Is cyber security more of a burden than it should be for small businesses? Is there a way to make it a business-enabler rather than holding back teams?
Cybersecurity is still very often considered as something that is being forced to use – especially among SMEs. The above mentioned attitude “who would ever attack an SME?” is the problem.
However, working in more challenging marketplaces than ever before, many SMEs are now trying to use superior cybersecurity of their products as a competitive advantage. Unfortunately, the race for the easiest UX and quick (here-and-now) revenue enhancers are winning very often the competition with security as a tool to attract customers.
How can managers/owners get their team on board with cyber security best practice?
There are many educational campaigns, initiatives and other tools that are aimed at increasing the cybersecurity awareness and most SME’s are becoming more and more aware of the need for cybersecurity.
But what we sometimes find is missing when speaking to SME’s, is dedicated time to reflect on the risks and the tools to really mitigate them, time and patience to implement solutions and processes.
Cybersecurity is not about being compliant. Cybersecurity and security of the business is about knowing why we have to protect our business, knowing risks and investing time and effort to find really good, efficient solutions – even if they are not standard ones. Let’s remember that standards are not guarantee for security. Just look at using passwords for authentication – it is a standard but a disastrous one. And, we’ve seen this time and time again with high-profile data breaches after passwords have been stolen from major organisation leading to massive economic and reputational losses.
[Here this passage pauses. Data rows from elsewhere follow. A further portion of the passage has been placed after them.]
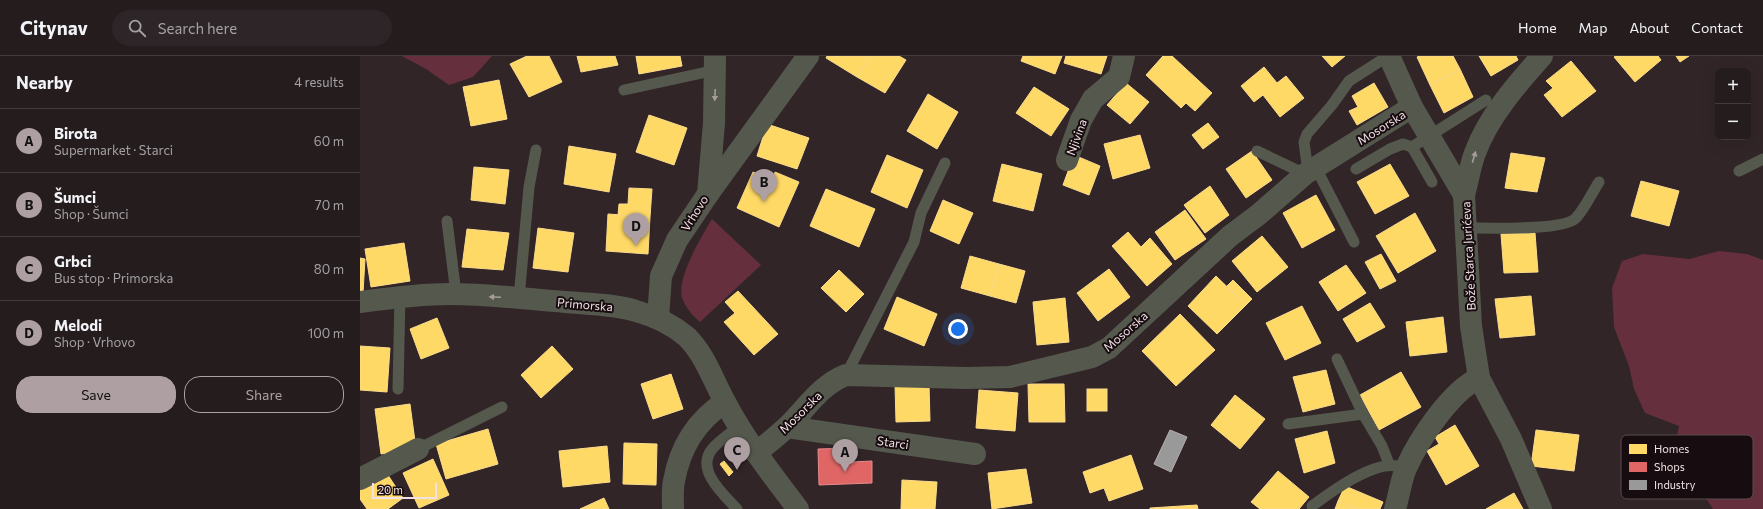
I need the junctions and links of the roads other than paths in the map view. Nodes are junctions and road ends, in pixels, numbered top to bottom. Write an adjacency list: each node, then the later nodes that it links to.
1 (808, 56): 20 (street)
2 (1124, 56): 13 (street, Njivina)
3 (1388, 56): 8 (street, Bože Starca Jurićeva); 16 (lane)
4 (1542, 56): 21 (street, one-way to 4)
5 (715, 63): 6 (lane); 20 (street, Vrhovo, one-way to 20)
6 (624, 90)
7 (1486, 100): 9 (lane)
8 (1412, 107): 9 (street, Bože Starca Jurićeva); 16 (street, Mosorska)
9 (1421, 142): 15 (lane); 18 (lane); 21 (street, Bože Starca Jurićeva)
10 (536, 150): 27 (lane)
11 (1257, 151): 16 (lane)
12 (1763, 159): 17 (lane)
13 (1068, 160)
14 (945, 163): 31 (lane)
15 (1356, 169)
16 (1310, 171): 24 (lane); 31 (street, Mosorska)
17 (1739, 171)
18 (1432, 182)
19 (1599, 182): 23 (lane)
20 (708, 194): 29 (street, Vrhovo)
21 (1464, 195): 23 (street, Bože Starca Jurićeva)
22 (447, 221): 25 (lane)
23 (1467, 228): 32 (street, Bože Starca Jurićeva)
24 (1354, 242)
25 (456, 294): 26 (street, Primorska); 27 (street, Primorska, one-way to 25)
26 (400, 296): 28 (street, Primorska); 33 (lane)
27 (519, 298): 29 (street, Primorska)
28 (360, 302)
29 (658, 318): 34 (street, Primorska)
30 (1337, 359): 36 (lane)
31 (846, 375): 39 (street, Mosorska)
32 (1479, 378): 43 (street); 50 (street, Bože Starca Jurićeva)
33 (398, 389)
34 (725, 402): 38 (street, Primorska); 46 (street)
35 (502, 408): 40 (lane)
36 (1363, 414): 37 (lane); 43 (lane)
37 (1288, 424)
38 (739, 426): 41 (street, Primorska); 47 (lane)
39 (787, 427): 41 (street, Mosorska); 42 (street, Starci)
40 (418, 450): 44 (street)
41 (756, 453): 48 (street, Primorska)
42 (975, 454)
43 (1398, 466): 45 (lane); 49 (street)
44 (360, 479)
45 (1312, 506)
46 (672, 508)
47 (737, 509)
48 (798, 509)
49 (1395, 509)
50 (1541, 509)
Can you give examples/case studies/use cases of small businesses who have been able to successfully implement top notch security without holding their team back?
The Polish company APA Group that provides solutions for the Smart Buildings and the Industry 4.0 sectors has recently implemented our cybersecurity solution specifically designed for IoT networks – ELIoT Pro.
ELIoT Pro completely eliminate passwords for Human-to Machine and Machine-to-Machine authentication as well as a special Lightweight Encryption to protect data being sent between the simplest smart devices in their systems. APA Group’s management decided to invest in cybersecurity and its now a major competitive advantage for them.